There is a river of the future flowing into the past.

Each new moment starts fresh and clean and sparkling, but as it flows the stream picks up debris and pollutants.

What had begun as a life-giving freshness becomes a death-laden current. To drift on Time’s current is to dwell in the sewage of the past, but to press forward into the clean, new day is sweet and stimulating.

In another sense, man is drowning in that swiftly speeding flow. Like all other drowning ones, he grasps wildly for something—anything—to lift him from the drowning current.

One portrayal of the third world is a mass of people with their arms reaching up and eyes pleading for something to help them—for a lifeline to pull them out.

One fact is evident. Whatever would save them must not be itself subject to that same current. It cannot be captive to Time.

It must be eternal.

Such a saver—make that Savior—does exist! Jesus the Word.

He said, “Heaven and earth shall pass away, but my Word shall never pass away.” His Word is that eternal something to rescue drowning humanity.

Even human references can confirm the eternality of God’s Word. Consider: the greatest deed would die in the memory of those who experienced it if there were no words to capture and convey the story.

“And the Word was made Flesh…” God was reduced to a form man could grasp and cling to and be lifted out of the murky eddies of destruction.

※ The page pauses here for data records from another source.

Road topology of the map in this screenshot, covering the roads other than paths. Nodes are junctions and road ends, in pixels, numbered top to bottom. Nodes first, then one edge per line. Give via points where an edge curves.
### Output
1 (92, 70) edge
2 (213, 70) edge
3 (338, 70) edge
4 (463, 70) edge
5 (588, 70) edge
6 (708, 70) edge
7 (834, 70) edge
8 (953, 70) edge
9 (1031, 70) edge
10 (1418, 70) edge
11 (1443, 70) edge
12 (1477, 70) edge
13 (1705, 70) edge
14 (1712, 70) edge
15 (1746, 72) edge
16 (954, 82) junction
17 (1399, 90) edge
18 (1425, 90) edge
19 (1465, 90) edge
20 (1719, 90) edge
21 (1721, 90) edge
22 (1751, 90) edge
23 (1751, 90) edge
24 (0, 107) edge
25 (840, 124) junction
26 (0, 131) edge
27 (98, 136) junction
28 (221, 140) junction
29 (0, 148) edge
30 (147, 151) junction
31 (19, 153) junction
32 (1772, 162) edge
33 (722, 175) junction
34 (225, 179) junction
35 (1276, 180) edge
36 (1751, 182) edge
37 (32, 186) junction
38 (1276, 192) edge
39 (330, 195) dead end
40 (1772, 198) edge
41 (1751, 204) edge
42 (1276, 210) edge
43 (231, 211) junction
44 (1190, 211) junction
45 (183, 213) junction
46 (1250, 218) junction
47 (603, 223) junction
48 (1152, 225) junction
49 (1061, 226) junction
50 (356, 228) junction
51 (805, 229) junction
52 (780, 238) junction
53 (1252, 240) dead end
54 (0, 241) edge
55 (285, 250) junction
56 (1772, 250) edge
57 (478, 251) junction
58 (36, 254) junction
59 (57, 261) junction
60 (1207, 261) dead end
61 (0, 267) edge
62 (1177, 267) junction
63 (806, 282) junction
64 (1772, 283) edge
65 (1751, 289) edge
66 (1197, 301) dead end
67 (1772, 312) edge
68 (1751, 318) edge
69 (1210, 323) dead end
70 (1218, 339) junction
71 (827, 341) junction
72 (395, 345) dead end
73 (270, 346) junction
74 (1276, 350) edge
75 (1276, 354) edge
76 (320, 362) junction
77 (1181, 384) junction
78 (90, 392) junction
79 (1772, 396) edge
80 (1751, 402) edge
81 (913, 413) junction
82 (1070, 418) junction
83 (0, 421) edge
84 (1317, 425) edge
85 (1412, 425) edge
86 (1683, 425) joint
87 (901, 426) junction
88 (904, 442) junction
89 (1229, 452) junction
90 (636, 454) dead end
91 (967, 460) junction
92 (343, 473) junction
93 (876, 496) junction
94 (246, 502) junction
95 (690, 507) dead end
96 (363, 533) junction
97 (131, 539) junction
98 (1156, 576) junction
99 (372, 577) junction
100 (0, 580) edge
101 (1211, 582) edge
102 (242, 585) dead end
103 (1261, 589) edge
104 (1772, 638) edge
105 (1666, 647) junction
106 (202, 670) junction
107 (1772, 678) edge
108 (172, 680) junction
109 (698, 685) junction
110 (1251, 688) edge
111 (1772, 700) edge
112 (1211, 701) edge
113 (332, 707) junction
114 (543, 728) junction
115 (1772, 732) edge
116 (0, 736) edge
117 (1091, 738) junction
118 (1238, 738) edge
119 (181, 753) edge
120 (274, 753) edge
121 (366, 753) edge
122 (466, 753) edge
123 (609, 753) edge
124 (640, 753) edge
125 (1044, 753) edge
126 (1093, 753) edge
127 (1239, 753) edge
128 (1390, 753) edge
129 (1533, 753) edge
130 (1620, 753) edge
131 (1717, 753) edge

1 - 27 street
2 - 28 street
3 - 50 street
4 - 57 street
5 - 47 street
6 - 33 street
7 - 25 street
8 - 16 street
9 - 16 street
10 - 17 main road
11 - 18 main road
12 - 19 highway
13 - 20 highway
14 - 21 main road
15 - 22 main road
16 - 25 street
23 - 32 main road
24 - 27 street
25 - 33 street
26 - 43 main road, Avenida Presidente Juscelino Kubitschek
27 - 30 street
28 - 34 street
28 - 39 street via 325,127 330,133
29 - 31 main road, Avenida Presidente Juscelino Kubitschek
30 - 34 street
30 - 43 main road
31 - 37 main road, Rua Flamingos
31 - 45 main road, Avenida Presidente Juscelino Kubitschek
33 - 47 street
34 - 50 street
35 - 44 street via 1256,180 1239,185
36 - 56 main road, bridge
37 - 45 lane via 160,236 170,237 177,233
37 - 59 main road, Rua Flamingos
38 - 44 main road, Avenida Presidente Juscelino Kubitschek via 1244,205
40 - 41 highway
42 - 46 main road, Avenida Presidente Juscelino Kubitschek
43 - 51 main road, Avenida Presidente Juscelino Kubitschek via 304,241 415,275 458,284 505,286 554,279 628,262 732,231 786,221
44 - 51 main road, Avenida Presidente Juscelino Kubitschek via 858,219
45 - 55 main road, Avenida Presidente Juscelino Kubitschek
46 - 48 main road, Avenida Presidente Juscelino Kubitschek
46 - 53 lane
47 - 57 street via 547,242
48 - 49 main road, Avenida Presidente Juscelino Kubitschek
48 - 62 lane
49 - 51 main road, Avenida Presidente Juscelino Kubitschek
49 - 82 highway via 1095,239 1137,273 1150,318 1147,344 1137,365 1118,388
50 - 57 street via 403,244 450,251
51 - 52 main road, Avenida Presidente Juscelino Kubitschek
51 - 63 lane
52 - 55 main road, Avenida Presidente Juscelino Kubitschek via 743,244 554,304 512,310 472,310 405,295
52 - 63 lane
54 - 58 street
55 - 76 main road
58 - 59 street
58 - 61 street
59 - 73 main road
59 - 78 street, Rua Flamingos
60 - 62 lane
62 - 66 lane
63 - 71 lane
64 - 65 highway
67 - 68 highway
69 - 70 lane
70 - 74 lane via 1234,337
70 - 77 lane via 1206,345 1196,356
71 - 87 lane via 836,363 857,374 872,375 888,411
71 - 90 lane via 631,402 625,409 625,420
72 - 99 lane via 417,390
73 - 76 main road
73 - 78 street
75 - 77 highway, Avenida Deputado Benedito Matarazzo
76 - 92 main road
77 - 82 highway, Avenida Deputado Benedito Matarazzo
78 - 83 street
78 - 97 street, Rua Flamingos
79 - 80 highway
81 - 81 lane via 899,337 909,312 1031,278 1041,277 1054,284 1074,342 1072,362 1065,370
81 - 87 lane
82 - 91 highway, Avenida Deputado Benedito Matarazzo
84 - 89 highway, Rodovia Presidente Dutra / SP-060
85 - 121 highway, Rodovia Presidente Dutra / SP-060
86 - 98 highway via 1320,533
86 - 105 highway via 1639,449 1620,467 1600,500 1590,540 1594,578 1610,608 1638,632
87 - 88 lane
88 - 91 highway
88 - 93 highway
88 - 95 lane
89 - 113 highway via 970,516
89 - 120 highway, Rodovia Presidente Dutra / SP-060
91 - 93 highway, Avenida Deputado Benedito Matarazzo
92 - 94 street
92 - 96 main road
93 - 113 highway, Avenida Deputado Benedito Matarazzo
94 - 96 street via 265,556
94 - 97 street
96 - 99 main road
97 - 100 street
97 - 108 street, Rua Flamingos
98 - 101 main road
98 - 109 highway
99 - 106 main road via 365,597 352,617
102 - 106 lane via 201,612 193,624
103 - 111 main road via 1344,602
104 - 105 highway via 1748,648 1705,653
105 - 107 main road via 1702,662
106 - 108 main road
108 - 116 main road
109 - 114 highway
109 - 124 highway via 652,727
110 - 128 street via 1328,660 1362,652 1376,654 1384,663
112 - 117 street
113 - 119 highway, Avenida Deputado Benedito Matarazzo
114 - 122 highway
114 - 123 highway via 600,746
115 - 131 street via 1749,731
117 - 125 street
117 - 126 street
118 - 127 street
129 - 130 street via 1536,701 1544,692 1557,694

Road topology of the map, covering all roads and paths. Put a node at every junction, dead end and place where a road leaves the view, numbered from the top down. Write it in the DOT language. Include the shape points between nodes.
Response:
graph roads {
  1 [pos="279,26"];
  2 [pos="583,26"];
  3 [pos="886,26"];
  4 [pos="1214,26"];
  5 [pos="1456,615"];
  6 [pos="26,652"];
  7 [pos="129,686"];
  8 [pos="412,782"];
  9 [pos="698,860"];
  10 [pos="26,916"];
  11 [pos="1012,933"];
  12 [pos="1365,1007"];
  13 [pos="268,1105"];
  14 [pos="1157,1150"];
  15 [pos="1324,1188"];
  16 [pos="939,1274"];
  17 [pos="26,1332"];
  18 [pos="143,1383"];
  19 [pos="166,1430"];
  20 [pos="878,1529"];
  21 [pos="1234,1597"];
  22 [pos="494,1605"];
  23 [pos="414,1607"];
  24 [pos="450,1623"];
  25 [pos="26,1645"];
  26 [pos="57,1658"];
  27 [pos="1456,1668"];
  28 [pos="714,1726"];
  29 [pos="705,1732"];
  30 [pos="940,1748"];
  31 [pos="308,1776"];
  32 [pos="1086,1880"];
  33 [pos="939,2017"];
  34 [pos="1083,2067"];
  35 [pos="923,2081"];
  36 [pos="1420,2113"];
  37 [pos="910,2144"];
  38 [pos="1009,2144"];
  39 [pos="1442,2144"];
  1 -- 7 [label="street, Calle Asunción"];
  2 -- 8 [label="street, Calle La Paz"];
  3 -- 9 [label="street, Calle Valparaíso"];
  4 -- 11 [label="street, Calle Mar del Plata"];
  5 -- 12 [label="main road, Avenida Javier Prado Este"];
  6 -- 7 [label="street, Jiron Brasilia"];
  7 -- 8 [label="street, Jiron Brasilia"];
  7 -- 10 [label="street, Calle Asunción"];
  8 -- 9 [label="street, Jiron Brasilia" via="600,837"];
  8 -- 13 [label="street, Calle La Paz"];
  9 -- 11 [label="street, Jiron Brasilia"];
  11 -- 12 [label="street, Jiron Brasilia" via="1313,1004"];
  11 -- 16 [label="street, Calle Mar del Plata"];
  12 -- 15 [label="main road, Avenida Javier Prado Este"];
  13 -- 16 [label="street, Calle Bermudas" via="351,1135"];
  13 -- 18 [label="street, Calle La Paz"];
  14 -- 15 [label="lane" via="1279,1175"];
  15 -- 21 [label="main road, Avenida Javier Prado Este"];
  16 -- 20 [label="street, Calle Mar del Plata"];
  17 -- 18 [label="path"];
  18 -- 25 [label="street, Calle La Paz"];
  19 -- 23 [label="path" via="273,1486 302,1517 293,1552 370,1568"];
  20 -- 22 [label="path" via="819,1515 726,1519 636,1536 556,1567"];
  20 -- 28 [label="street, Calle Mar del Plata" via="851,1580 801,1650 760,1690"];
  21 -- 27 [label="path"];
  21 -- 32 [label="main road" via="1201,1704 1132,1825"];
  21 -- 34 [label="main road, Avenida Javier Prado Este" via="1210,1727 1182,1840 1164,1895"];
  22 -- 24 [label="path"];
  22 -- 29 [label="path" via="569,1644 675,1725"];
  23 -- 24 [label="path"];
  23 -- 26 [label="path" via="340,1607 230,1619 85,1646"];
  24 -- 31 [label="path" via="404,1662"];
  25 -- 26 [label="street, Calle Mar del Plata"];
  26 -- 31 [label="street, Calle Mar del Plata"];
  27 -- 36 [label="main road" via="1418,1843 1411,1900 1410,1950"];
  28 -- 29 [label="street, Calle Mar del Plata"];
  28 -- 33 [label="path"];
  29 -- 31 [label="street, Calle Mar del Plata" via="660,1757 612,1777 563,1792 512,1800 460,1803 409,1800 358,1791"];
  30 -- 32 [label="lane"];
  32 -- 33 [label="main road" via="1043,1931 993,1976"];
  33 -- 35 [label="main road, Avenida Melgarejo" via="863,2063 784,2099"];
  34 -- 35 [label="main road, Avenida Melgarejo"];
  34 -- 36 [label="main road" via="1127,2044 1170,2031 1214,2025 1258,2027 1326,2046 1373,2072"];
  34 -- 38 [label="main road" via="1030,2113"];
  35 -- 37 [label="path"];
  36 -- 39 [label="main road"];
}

View now another aspect. If in the natural we take a device called a dam, anchor it outside the river’s flow, and force the flow through the channels in the dam, the river’s force will turn dynamos and generate enough power to light cities.

Please grasp the next thought.

What would happen if we, being anchored in Jesus, would span Time—stand abreast of each new moment—and channel the flow through us?

We’d be able to speed the light of the Gospel to this darkened earth.

Would not rivers of living water flow from our innermost being?

Let’s carefully, anxiously embrace each new moment with arms wide open.